[Stored data]
⟨

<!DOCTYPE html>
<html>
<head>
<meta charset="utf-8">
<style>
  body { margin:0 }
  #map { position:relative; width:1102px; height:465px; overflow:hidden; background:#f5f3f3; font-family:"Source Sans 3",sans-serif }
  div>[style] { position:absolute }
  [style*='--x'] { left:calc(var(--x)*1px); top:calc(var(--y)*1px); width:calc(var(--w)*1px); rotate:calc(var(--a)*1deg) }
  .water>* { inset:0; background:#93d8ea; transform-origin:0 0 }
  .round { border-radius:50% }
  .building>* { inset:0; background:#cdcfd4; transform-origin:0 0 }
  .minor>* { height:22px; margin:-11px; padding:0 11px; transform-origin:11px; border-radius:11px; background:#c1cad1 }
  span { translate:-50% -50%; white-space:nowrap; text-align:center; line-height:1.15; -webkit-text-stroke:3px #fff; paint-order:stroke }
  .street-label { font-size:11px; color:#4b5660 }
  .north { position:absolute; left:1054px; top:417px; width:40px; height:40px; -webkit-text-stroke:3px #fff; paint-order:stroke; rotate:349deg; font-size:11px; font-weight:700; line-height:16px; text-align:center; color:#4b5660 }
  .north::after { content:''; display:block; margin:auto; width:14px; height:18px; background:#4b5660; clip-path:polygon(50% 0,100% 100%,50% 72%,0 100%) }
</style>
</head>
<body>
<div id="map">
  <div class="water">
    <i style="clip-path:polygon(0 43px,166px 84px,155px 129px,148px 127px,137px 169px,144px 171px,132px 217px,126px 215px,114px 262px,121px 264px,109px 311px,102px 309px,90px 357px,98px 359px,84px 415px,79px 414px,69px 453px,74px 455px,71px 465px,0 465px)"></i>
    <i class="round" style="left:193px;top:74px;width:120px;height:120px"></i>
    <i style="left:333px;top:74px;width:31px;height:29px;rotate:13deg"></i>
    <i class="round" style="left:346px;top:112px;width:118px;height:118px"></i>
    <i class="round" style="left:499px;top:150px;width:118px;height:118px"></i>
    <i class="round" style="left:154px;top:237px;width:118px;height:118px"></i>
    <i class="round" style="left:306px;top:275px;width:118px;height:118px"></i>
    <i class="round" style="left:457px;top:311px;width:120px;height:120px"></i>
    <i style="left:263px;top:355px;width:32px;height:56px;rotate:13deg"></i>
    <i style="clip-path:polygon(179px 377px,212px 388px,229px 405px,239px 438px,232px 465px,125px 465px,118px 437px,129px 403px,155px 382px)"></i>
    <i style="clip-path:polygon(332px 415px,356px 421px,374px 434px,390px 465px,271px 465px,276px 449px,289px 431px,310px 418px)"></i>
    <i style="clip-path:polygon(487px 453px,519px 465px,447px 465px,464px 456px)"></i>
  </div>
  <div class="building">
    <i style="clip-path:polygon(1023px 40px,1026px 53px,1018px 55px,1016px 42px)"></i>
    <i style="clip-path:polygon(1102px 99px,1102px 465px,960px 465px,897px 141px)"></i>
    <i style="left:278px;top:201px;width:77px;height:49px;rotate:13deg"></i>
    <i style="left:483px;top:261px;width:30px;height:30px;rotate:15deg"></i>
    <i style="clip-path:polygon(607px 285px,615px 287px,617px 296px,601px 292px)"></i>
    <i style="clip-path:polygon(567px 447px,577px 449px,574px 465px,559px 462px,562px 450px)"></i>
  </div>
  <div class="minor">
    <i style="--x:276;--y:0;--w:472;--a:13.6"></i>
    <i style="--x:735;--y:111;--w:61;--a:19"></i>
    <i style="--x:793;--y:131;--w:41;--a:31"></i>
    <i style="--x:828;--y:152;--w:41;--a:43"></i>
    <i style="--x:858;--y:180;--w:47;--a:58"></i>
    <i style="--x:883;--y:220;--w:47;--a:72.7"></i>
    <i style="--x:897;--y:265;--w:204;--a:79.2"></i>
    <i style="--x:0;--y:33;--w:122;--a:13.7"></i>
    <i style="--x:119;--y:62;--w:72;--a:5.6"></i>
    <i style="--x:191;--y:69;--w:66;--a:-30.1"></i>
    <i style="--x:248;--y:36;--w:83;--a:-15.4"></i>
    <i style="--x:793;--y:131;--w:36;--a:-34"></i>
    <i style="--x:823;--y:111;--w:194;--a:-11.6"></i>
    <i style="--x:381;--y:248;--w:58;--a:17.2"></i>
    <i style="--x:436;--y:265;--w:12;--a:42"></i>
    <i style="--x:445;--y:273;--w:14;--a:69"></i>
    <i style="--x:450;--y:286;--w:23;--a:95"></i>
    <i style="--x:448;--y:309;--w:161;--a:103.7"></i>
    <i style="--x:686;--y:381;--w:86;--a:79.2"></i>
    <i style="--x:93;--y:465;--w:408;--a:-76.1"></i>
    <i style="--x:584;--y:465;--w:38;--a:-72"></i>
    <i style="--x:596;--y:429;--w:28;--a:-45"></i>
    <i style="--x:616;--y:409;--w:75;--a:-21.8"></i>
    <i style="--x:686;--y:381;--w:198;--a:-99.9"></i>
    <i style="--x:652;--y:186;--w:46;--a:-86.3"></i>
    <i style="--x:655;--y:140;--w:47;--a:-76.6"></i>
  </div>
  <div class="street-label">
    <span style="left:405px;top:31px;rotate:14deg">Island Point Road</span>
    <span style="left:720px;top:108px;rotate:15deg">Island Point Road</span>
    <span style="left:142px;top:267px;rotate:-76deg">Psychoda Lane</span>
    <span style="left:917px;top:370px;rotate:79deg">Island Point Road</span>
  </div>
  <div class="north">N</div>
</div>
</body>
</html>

⟩
⟨

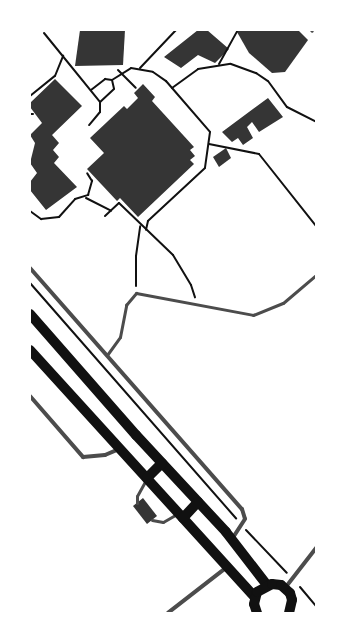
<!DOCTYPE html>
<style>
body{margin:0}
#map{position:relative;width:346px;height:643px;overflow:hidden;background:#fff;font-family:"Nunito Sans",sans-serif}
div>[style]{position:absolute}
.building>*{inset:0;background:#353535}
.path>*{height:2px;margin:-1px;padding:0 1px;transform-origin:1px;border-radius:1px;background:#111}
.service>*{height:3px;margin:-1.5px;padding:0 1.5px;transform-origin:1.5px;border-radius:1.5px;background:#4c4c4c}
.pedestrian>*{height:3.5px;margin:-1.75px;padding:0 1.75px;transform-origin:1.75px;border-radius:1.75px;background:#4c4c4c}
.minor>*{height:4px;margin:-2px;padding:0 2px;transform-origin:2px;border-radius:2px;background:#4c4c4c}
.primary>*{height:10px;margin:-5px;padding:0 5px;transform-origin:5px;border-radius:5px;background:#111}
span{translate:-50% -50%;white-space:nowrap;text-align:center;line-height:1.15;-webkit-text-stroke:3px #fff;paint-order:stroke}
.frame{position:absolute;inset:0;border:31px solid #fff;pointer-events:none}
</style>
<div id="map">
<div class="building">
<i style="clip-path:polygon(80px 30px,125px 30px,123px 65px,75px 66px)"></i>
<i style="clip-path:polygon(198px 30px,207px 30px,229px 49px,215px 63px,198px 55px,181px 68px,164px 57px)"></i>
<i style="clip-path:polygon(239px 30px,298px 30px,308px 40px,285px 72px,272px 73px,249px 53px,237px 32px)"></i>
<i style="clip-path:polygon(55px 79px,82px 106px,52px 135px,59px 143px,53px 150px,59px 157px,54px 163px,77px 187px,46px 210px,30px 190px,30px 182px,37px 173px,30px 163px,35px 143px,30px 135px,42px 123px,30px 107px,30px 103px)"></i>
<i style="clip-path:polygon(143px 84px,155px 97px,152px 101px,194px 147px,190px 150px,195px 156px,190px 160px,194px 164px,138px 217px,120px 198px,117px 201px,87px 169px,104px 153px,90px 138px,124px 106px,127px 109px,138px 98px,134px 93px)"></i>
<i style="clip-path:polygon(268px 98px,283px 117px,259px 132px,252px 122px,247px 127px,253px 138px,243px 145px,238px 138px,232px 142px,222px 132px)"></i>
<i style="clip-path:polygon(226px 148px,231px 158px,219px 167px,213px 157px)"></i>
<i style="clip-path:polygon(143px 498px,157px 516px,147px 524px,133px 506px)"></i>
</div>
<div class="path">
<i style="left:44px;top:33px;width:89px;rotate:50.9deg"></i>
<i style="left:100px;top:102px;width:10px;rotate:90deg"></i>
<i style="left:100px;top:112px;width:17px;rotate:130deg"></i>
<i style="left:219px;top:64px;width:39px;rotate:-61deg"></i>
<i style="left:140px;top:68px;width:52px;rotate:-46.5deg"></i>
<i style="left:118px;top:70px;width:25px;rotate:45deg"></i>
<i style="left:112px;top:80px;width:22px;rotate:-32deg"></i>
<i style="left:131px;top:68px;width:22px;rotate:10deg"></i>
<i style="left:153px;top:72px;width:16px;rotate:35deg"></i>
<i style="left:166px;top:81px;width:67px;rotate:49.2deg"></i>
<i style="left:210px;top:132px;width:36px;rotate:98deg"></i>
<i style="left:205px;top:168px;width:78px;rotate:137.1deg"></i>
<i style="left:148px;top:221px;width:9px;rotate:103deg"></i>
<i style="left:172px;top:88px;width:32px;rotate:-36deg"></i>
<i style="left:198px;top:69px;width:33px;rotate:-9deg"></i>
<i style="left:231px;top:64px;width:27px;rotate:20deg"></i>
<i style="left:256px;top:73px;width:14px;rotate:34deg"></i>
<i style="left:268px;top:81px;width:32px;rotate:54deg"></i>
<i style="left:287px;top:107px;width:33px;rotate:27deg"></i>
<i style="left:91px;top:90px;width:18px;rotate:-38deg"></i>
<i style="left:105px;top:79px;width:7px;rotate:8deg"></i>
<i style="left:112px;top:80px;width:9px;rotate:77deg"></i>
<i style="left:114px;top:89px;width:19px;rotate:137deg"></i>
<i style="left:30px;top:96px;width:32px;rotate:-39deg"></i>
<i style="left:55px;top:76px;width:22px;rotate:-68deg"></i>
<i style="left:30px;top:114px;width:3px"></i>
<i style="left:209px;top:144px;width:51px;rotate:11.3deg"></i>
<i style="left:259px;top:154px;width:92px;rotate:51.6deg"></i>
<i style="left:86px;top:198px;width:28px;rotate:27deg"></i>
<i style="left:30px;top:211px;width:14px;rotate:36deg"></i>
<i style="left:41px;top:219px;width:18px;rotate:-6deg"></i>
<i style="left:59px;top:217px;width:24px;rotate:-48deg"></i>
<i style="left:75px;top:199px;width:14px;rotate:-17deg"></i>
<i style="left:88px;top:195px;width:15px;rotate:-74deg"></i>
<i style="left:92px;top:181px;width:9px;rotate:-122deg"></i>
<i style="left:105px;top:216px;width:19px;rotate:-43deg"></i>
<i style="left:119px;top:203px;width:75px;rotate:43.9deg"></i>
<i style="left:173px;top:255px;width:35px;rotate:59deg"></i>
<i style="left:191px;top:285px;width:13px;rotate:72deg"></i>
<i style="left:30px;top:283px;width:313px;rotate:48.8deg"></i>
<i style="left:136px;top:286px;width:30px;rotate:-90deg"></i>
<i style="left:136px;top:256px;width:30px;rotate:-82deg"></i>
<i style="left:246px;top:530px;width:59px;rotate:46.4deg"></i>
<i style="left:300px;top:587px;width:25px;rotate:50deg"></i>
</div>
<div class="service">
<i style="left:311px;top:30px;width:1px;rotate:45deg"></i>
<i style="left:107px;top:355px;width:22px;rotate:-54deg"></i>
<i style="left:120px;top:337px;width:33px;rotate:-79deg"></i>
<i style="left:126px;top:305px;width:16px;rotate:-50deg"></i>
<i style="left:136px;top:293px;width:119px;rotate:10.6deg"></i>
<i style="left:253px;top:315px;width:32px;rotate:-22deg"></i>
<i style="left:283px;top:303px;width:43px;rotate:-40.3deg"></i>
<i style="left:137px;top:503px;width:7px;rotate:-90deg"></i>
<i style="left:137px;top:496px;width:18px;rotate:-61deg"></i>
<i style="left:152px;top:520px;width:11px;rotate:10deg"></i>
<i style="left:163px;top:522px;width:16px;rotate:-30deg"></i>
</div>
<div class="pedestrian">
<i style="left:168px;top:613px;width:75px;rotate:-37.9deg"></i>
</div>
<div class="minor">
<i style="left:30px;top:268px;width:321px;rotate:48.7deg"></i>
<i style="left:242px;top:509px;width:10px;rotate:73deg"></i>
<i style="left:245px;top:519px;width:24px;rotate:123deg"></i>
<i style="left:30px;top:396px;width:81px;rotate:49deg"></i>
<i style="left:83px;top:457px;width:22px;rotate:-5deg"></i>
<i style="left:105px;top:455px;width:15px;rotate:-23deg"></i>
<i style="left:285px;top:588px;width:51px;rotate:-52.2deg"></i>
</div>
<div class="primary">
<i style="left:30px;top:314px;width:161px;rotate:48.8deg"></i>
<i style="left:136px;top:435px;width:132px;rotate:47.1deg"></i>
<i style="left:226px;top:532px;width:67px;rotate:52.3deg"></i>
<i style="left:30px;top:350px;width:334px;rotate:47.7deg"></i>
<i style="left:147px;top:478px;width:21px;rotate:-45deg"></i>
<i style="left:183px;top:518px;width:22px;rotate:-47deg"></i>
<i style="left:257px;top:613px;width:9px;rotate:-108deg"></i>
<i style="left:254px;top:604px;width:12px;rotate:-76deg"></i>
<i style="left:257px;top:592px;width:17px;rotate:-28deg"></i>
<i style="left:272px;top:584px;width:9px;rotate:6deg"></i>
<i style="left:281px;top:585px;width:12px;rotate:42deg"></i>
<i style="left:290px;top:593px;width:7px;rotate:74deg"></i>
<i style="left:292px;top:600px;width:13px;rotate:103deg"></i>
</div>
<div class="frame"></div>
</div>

⟩

The word to find is "body". Copy every line of the data that holds it.

  body { margin:0 }
<body>
</body>
body{margin:0}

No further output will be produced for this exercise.